Statistical Downscaling and Bias Adjustment
The xclim.sdba submodule provides bias-adjustment methods and will eventually provide statistical downscaling algorithms. Almost all adjustment algorithms conform to the train - adjust scheme, formalized within TrainAdjust classes. Given a reference time series (ref), historical simulations (hist) and simulations to be adjusted (sim), any bias-adjustment method would be applied by first estimating the adjustment factors between the historical simulation and the observations series, and then applying these factors to sim, which could be a future simulation:
# Create the adjustment object by training it with reference and model data, plus certains arguments
Adj = Adjustment.train(ref, hist, group="time.month")
# Get a scenario by applying the adjustment to a simulated timeseries.
scen = Adj.adjust(sim, interp="linear")
Adj.ds.af # adjustment factors.
The group argument allows adjustment factors to be estimated independently for different periods: the full time series, months, seasons or day of the year. The interp argument then allows for interpolation between these adjustment factors to avoid discontinuities in the bias-adjusted series (only applicable for monthly grouping).
Warning
If grouping according to the day of the year is needed, the xclim.core.calendar
submodule contains useful tools to manage the
different calendars that the input data can have. By default, if 2 different calendars are passed, the adjustment
factors will always be interpolated to the largest range of day of the years but this can lead to strange values
and we recommend converting the data beforehand to a common calendar.

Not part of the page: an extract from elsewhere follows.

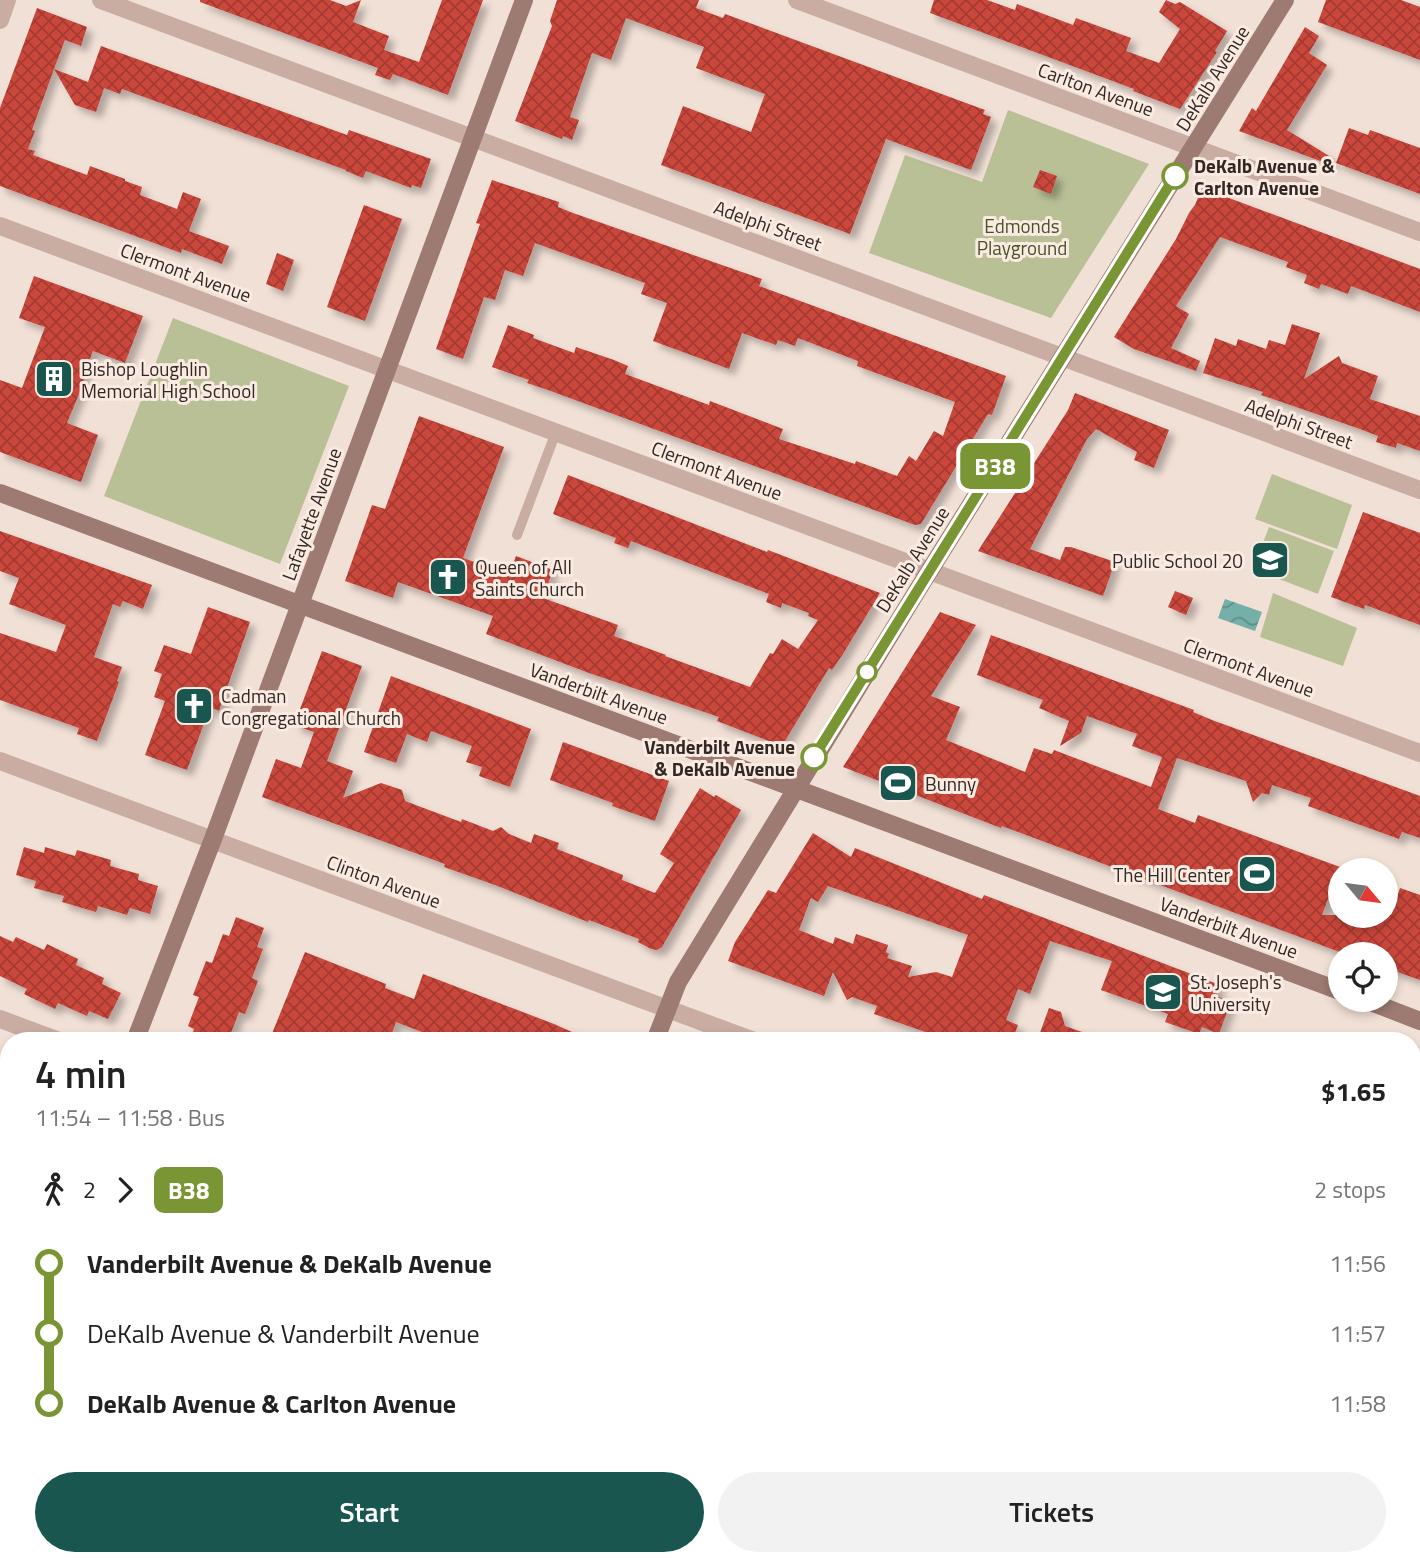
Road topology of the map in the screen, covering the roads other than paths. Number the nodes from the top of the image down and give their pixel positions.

The same interpolation principle is also used for quantiles. Indeed, for methods extracting adjustment factors by quantile, interpolation is also done between quantiles. This can help reduce discontinuities in the adjusted time series, and possibly reduce the number of quantile bins used.
Modular approach
This module adopts a modular approach instead of implementing published and named methods directly. A generic bias adjustment process is laid out as follows:
preprocessing on ref, hist and sim (using methods in xclim.sdba.processing or xclim.sdba.detrending)
creating and training the adjustment object Adj = Adjustment.train(obs, sim, **kwargs) (from xclim.sdba.adjustment)
adjustment scen = Adj.adjust(sim, **kwargs)
post-processing on scen (for example: re-trending)
The train-adjust approach allows to inspect the trained adjustment object. The training information is stored in the underlying Adj.ds dataset and always has a af variable with the adjustment factors. Its layout and the other available variables vary between the different algorithm, refer to Available methods.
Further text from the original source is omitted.